*Requirement:*
Write out the records that follow with every word intact.

(Saved data entries)
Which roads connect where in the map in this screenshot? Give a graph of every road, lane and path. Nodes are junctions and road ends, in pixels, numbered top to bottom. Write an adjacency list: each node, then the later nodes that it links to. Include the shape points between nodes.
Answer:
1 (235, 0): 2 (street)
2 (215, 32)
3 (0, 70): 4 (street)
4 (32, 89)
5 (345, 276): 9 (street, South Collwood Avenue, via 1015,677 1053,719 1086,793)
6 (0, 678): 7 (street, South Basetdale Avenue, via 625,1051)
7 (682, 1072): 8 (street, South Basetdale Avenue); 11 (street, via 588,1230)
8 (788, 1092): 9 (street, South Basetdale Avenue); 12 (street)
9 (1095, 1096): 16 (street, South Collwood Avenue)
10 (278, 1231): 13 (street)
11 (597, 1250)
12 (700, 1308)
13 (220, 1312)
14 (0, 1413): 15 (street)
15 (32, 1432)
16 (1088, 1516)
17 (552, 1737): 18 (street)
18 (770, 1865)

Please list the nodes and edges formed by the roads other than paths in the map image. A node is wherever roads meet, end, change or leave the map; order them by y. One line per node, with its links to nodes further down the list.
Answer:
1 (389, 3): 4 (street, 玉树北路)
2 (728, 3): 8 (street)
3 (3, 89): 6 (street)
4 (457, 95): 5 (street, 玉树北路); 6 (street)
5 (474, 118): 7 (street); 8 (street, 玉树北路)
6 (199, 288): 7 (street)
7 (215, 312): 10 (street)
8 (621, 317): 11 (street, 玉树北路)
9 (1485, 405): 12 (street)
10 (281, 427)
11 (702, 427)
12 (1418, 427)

*Written answer:*
Which roads connect where in the map in this screenshot? Give a graph of every road, lane and path. Nodes are junctions and road ends, in pixels, numbered top to bottom. Write an adjacency list: each node, then the later nodes that it links to. Include the shape points between nodes.
Answer:
1 (235, 0): 2 (street)
2 (215, 32)
3 (0, 70): 4 (street)
4 (32, 89)
5 (345, 276): 9 (street, South Collwood Avenue, via 1015,677 1053,719 1086,793)
6 (0, 678): 7 (street, South Basetdale Avenue, via 625,1051)
7 (682, 1072): 8 (street, South Basetdale Avenue); 11 (street, via 588,1230)
8 (788, 1092): 9 (street, South Basetdale Avenue); 12 (street)
9 (1095, 1096): 16 (street, South Collwood Avenue)
10 (278, 1231): 13 (street)
11 (597, 1250)
12 (700, 1308)
13 (220, 1312)
14 (0, 1413): 15 (street)
15 (32, 1432)
16 (1088, 1516)
17 (552, 1737): 18 (street)
18 (770, 1865)

Please list the nodes and edges formed by the roads other than paths in the map image. A node is wherever roads meet, end, change or leave the map; order them by y. One line per node, with its links to nodes further down the list.
Answer:
1 (389, 3): 4 (street, 玉树北路)
2 (728, 3): 8 (street)
3 (3, 89): 6 (street)
4 (457, 95): 5 (street, 玉树北路); 6 (street)
5 (474, 118): 7 (street); 8 (street, 玉树北路)
6 (199, 288): 7 (street)
7 (215, 312): 10 (street)
8 (621, 317): 11 (street, 玉树北路)
9 (1485, 405): 12 (street)
10 (281, 427)
11 (702, 427)
12 (1418, 427)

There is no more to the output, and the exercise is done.